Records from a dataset
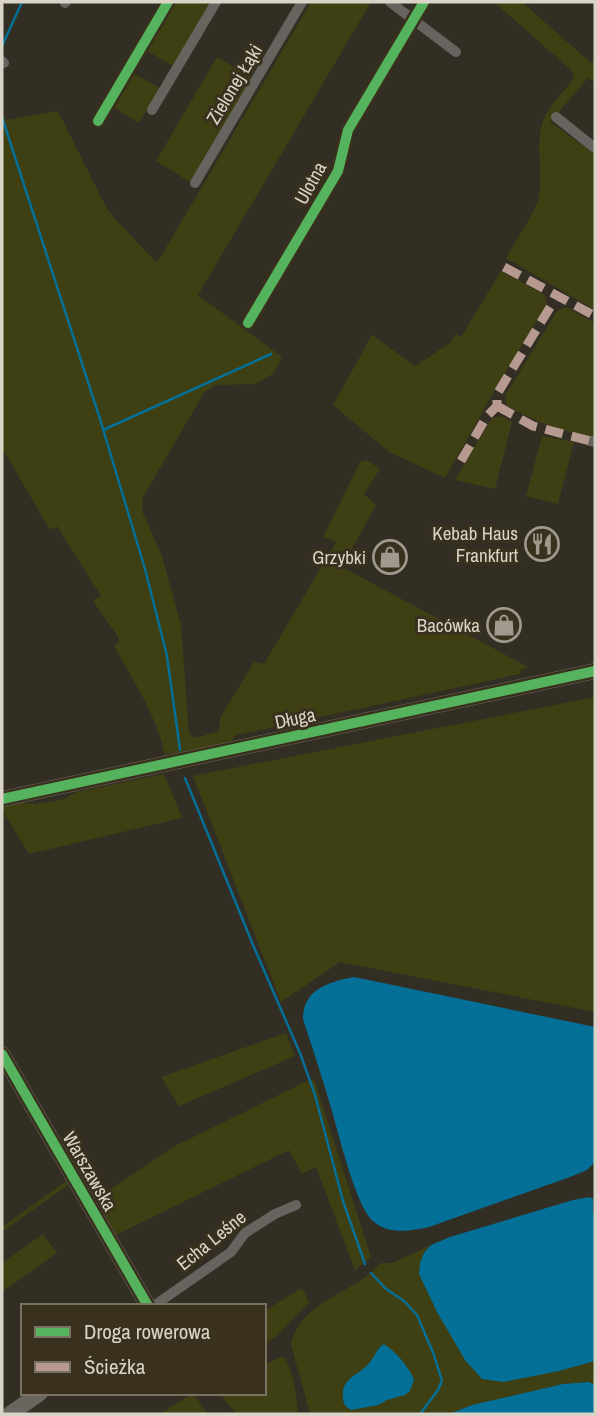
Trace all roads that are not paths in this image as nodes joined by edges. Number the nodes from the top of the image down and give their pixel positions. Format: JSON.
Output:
{"nodes":[{"id":1,"x":168,"y":2,"type":"edge"},
{"id":2,"x":216,"y":2,"type":"edge"},
{"id":3,"x":302,"y":2,"type":"edge"},
{"id":4,"x":390,"y":2,"type":"edge"},
{"id":5,"x":424,"y":2,"type":"edge"},
{"id":6,"x":414,"y":19,"type":"junction"},
{"id":7,"x":456,"y":52,"type":"dead end"},
{"id":8,"x":152,"y":110,"type":"dead end"},
{"id":9,"x":556,"y":117,"type":"dead end"},
{"id":10,"x":97,"y":121,"type":"dead end"},
{"id":11,"x":595,"y":148,"type":"edge"},
{"id":12,"x":195,"y":183,"type":"dead end"},
{"id":13,"x":248,"y":323,"type":"dead end"},
{"id":14,"x":595,"y":671,"type":"edge"},
{"id":15,"x":2,"y":799,"type":"edge"},
{"id":16,"x":2,"y":1054,"type":"edge"},
{"id":17,"x":296,"y":1205,"type":"dead end"},
{"id":18,"x":148,"y":1304,"type":"edge"},
{"id":19,"x":155,"y":1304,"type":"edge"},
{"id":20,"x":37,"y":1395,"type":"edge"},
{"id":21,"x":10,"y":1414,"type":"edge"}],
"edges":[{"from":1,"to":10,"type":"street"},
{"from":2,"to":8,"type":"street"},
{"from":3,"to":12,"type":"street","name":"Zielonej Łąki"},
{"from":4,"to":6,"type":"street"},
{"from":5,"to":6,"type":"street","name":"Ulotna"},
{"from":6,"to":7,"type":"street"},
{"from":6,"to":13,"type":"street","name":"Ulotna"},
{"from":9,"to":11,"type":"street"},
{"from":14,"to":15,"type":"street","name":"Długa"},
{"from":16,"to":18,"type":"street","name":"Warszawska"},
{"from":17,"to":19,"type":"street","name":"Echa Leśne"},
{"from":20,"to":21,"type":"street"}]}
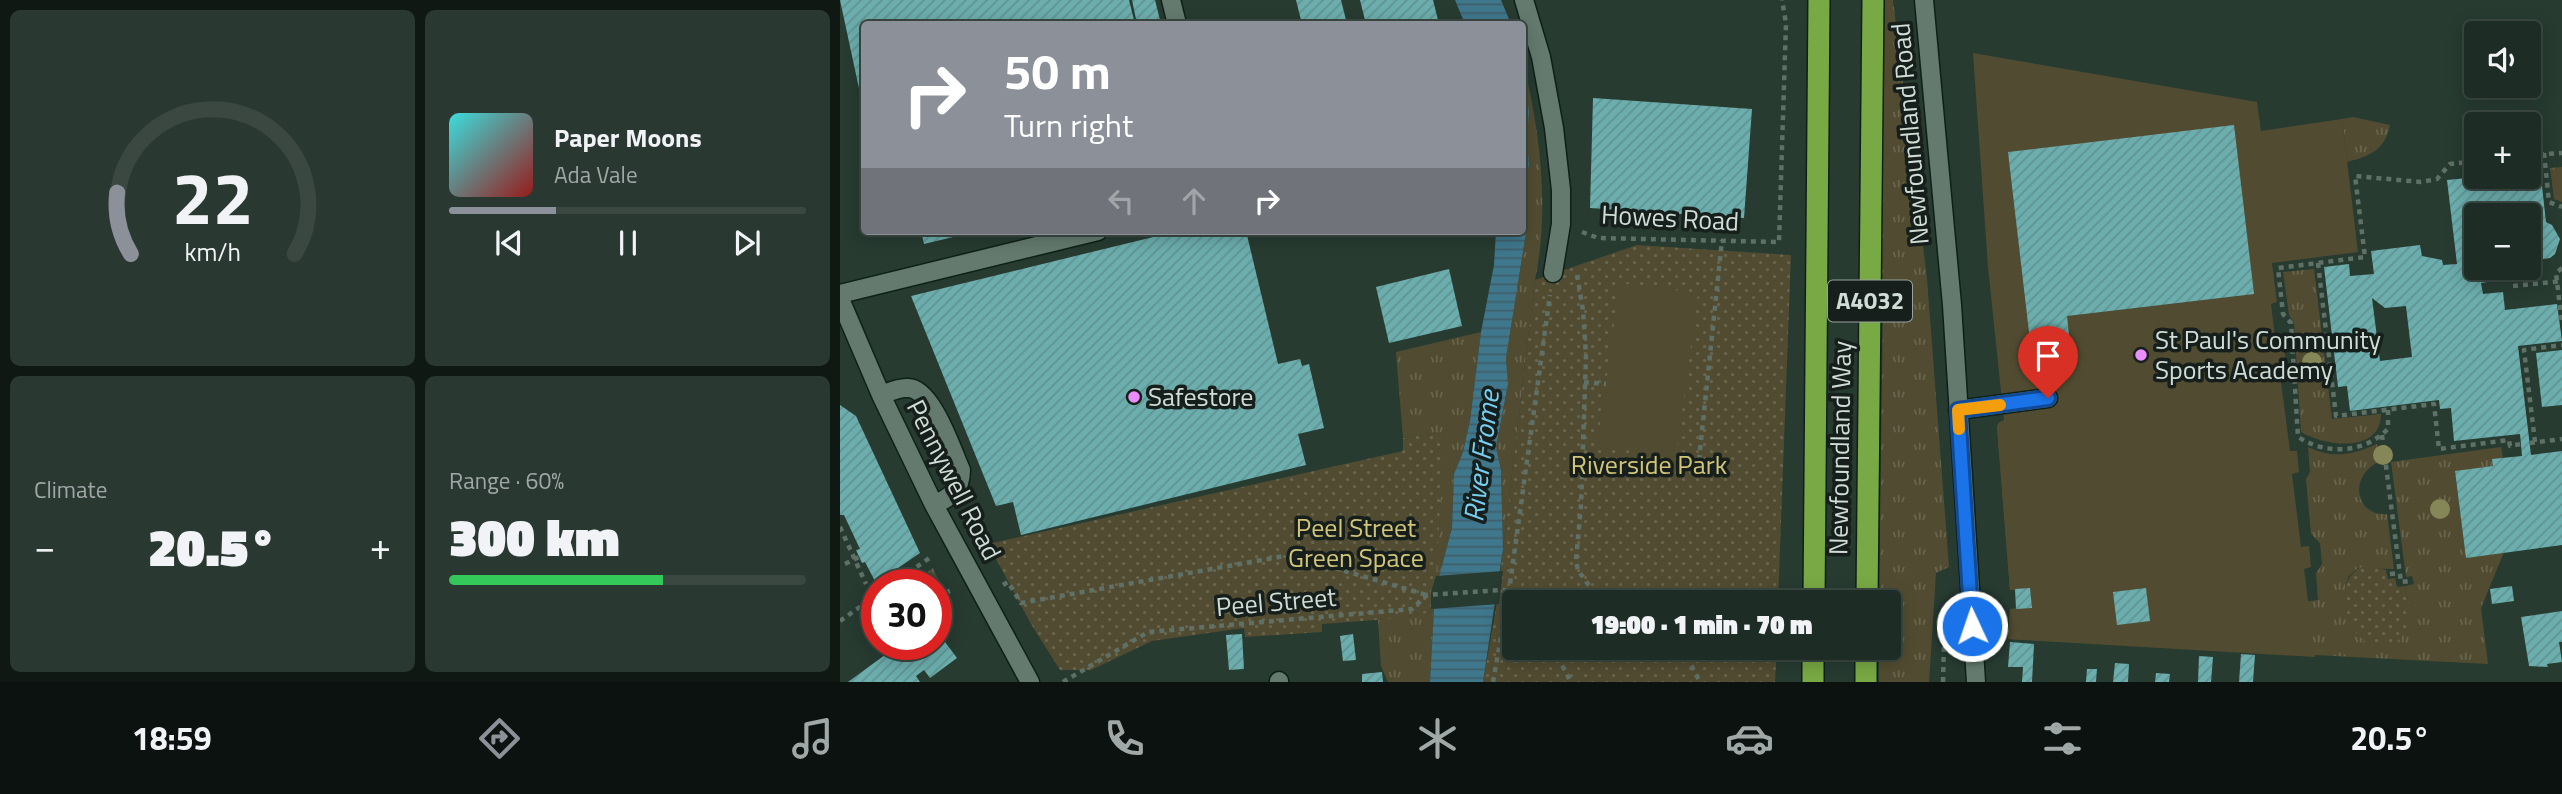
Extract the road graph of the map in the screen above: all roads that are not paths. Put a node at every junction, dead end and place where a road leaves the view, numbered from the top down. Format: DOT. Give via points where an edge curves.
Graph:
graph roads {
  1 [pos="1171,0"];
  2 [pos="1524,0"];
  3 [pos="1819,0"];
  4 [pos="1873,0"];
  5 [pos="1924,0"];
  6 [pos="1176,21"];
  7 [pos="1082,235"];
  8 [pos="1553,273"];
  9 [pos="840,296"];
  10 [pos="881,395"];
  11 [pos="2048,398"];
  12 [pos="1958,410"];
  13 [pos="934,505"];
  14 [pos="1814,590"];
  15 [pos="1867,590"];
  16 [pos="1813,660"];
  17 [pos="1866,660"];
  18 [pos="1030,682"];
  19 [pos="1813,682"];
  20 [pos="1866,682"];
  21 [pos="1976,682"];
  1 -- 6 [label="street"];
  2 -- 8 [label="street" via="1549,96 1561,190"];
  3 -- 14 [label="highway, Newfoundland Way / A4032"];
  4 -- 15 [label="highway, Newfoundland Way / A4032"];
  5 -- 12 [label="street, Newfoundland Road"];
  7 -- 9 [label="street"];
  9 -- 10 [label="street, Pennywell Road"];
  10 -- 13 [label="street, Pennywell Road"];
  10 -- 13 [label="street" via="910,387 930,402 961,470 950,497"];
  11 -- 12 [label="street"];
  12 -- 21 [label="street, Newfoundland Road"];
  13 -- 18 [label="street, Pennywell Road"];
  16 -- 19 [label="highway"];
  17 -- 20 [label="highway"];
}
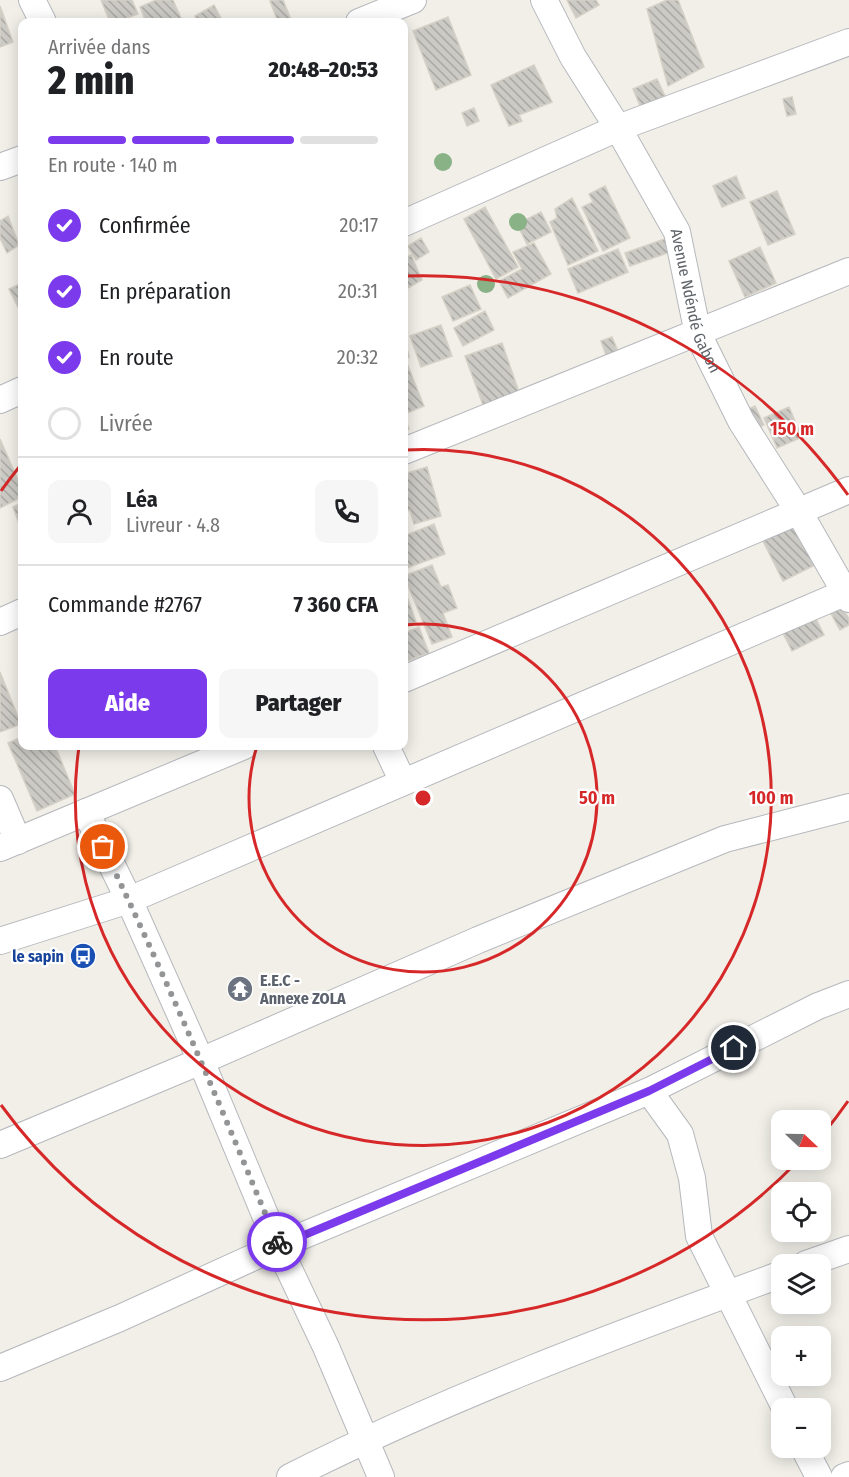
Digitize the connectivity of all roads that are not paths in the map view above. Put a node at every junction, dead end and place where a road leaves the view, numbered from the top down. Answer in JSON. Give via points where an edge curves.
{"nodes":[{"id":1,"x":32,"y":0,"type":"edge"},
{"id":2,"x":413,"y":0,"type":"edge"},
{"id":3,"x":544,"y":0,"type":"edge"},
{"id":4,"x":41,"y":18,"type":"edge"},
{"id":5,"x":369,"y":18,"type":"edge"},
{"id":6,"x":849,"y":42,"type":"edge"},
{"id":7,"x":618,"y":128,"type":"junction"},
{"id":8,"x":18,"y":160,"type":"edge"},
{"id":9,"x":0,"y":167,"type":"edge"},
{"id":10,"x":408,"y":221,"type":"edge"},
{"id":11,"x":849,"y":271,"type":"edge"},
{"id":12,"x":698,"y":334,"type":"junction"},
{"id":13,"x":18,"y":392,"type":"edge"},
{"id":14,"x":0,"y":400,"type":"edge"},
{"id":15,"x":408,"y":449,"type":"edge"},
{"id":16,"x":849,"y":490,"type":"edge"},
{"id":17,"x":799,"y":512,"type":"junction"},
{"id":18,"x":848,"y":594,"type":"edge"},
{"id":19,"x":18,"y":614,"type":"edge"},
{"id":20,"x":0,"y":622,"type":"edge"},
{"id":21,"x":408,"y":677,"type":"edge"},
{"id":22,"x":234,"y":750,"type":"edge"},
{"id":23,"x":388,"y":750,"type":"edge"},
{"id":24,"x":403,"y":782,"type":"junction"},
{"id":25,"x":0,"y":799,"type":"edge"},
{"id":26,"x":849,"y":807,"type":"edge"},
{"id":27,"x":86,"y":812,"type":"junction"},
{"id":28,"x":9,"y":844,"type":"edge"},
{"id":29,"x":129,"y":900,"type":"junction"},
{"id":30,"x":0,"y":941,"type":"edge"},
{"id":31,"x":849,"y":994,"type":"edge"},
{"id":32,"x":201,"y":1061,"type":"junction"},
{"id":33,"x":649,"y":1091,"type":"junction"},
{"id":34,"x":0,"y":1145,"type":"edge"},
{"id":35,"x":278,"y":1246,"type":"junction"},
{"id":36,"x":849,"y":1249,"type":"edge"},
{"id":37,"x":831,"y":1255,"type":"edge"},
{"id":38,"x":771,"y":1278,"type":"edge"},
{"id":39,"x":728,"y":1293,"type":"junction"},
{"id":40,"x":0,"y":1368,"type":"edge"},
{"id":41,"x":780,"y":1398,"type":"edge"},
{"id":42,"x":366,"y":1439,"type":"junction"},
{"id":43,"x":809,"y":1458,"type":"edge"},
{"id":44,"x":849,"y":1475,"type":"edge"},
{"id":45,"x":290,"y":1477,"type":"edge"},
{"id":46,"x":381,"y":1477,"type":"edge"},
{"id":47,"x":819,"y":1477,"type":"edge"},
{"id":48,"x":844,"y":1477,"type":"edge"}],
"edges":[{"from":1,"to":4,"type":"street"},
{"from":2,"to":5,"type":"street"},
{"from":3,"to":7,"type":"street","name":"Avenue Ndéndé Gabon","via":[[573,57]]},
{"from":6,"to":7,"type":"street"},
{"from":7,"to":10,"type":"street"},
{"from":7,"to":12,"type":"street","name":"Avenue Ndéndé Gabon","via":[[677,232]]},
{"from":8,"to":9,"type":"street"},
{"from":11,"to":12,"type":"street"},
{"from":12,"to":15,"type":"street"},
{"from":12,"to":17,"type":"street","name":"Avenue Ndéndé Gabon","via":[[741,421]]},
{"from":13,"to":14,"type":"street"},
{"from":16,"to":17,"type":"street"},
{"from":17,"to":18,"type":"street","name":"Avenue Ndéndé Gabon"},
{"from":17,"to":21,"type":"street"},
{"from":18,"to":24,"type":"street"},
{"from":19,"to":20,"type":"street"},
{"from":22,"to":27,"type":"street"},
{"from":23,"to":24,"type":"street"},
{"from":24,"to":29,"type":"street"},
{"from":25,"to":28,"type":"street"},
{"from":26,"to":32,"type":"street","via":[[725,839],[478,940]]},
{"from":27,"to":28,"type":"street"},
{"from":27,"to":29,"type":"street"},
{"from":29,"to":30,"type":"street"},
{"from":29,"to":32,"type":"street"},
{"from":31,"to":33,"type":"street"},
{"from":32,"to":34,"type":"street"},
{"from":32,"to":35,"type":"street"},
{"from":33,"to":35,"type":"street"},
{"from":33,"to":39,"type":"street","via":[[680,1134],[692,1178],[699,1236]]},
{"from":35,"to":40,"type":"street"},
{"from":35,"to":42,"type":"street"},
{"from":36,"to":37,"type":"street"},
{"from":38,"to":39,"type":"street"},
{"from":39,"to":41,"type":"street"},
{"from":39,"to":42,"type":"street","via":[[502,1379]]},
{"from":42,"to":45,"type":"street"},
{"from":42,"to":46,"type":"street"},
{"from":43,"to":47,"type":"street"},
{"from":44,"to":48,"type":"street"}]}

EXERCISE
Starting at the first line of the records above, set down each line exactly through the one that holds "Extract the road". Omit pictures.

SOLUTION TO THE PROBLEM
Trace all roads that are not paths in this image as nodes joined by edges. Number the nodes from the top of the image down and give their pixel positions. Format: JSON.
Output:
{"nodes":[{"id":1,"x":168,"y":2,"type":"edge"},
{"id":2,"x":216,"y":2,"type":"edge"},
{"id":3,"x":302,"y":2,"type":"edge"},
{"id":4,"x":390,"y":2,"type":"edge"},
{"id":5,"x":424,"y":2,"type":"edge"},
{"id":6,"x":414,"y":19,"type":"junction"},
{"id":7,"x":456,"y":52,"type":"dead end"},
{"id":8,"x":152,"y":110,"type":"dead end"},
{"id":9,"x":556,"y":117,"type":"dead end"},
{"id":10,"x":97,"y":121,"type":"dead end"},
{"id":11,"x":595,"y":148,"type":"edge"},
{"id":12,"x":195,"y":183,"type":"dead end"},
{"id":13,"x":248,"y":323,"type":"dead end"},
{"id":14,"x":595,"y":671,"type":"edge"},
{"id":15,"x":2,"y":799,"type":"edge"},
{"id":16,"x":2,"y":1054,"type":"edge"},
{"id":17,"x":296,"y":1205,"type":"dead end"},
{"id":18,"x":148,"y":1304,"type":"edge"},
{"id":19,"x":155,"y":1304,"type":"edge"},
{"id":20,"x":37,"y":1395,"type":"edge"},
{"id":21,"x":10,"y":1414,"type":"edge"}],
"edges":[{"from":1,"to":10,"type":"street"},
{"from":2,"to":8,"type":"street"},
{"from":3,"to":12,"type":"street","name":"Zielonej Łąki"},
{"from":4,"to":6,"type":"street"},
{"from":5,"to":6,"type":"street","name":"Ulotna"},
{"from":6,"to":7,"type":"street"},
{"from":6,"to":13,"type":"street","name":"Ulotna"},
{"from":9,"to":11,"type":"street"},
{"from":14,"to":15,"type":"street","name":"Długa"},
{"from":16,"to":18,"type":"street","name":"Warszawska"},
{"from":17,"to":19,"type":"street","name":"Echa Leśne"},
{"from":20,"to":21,"type":"street"}]}
Extract the road graph of the map in the screen above: all roads that are not paths. Put a node at every junction, dead end and place where a road leaves the view, numbered from the top down. Format: DOT. Give via points where an edge curves.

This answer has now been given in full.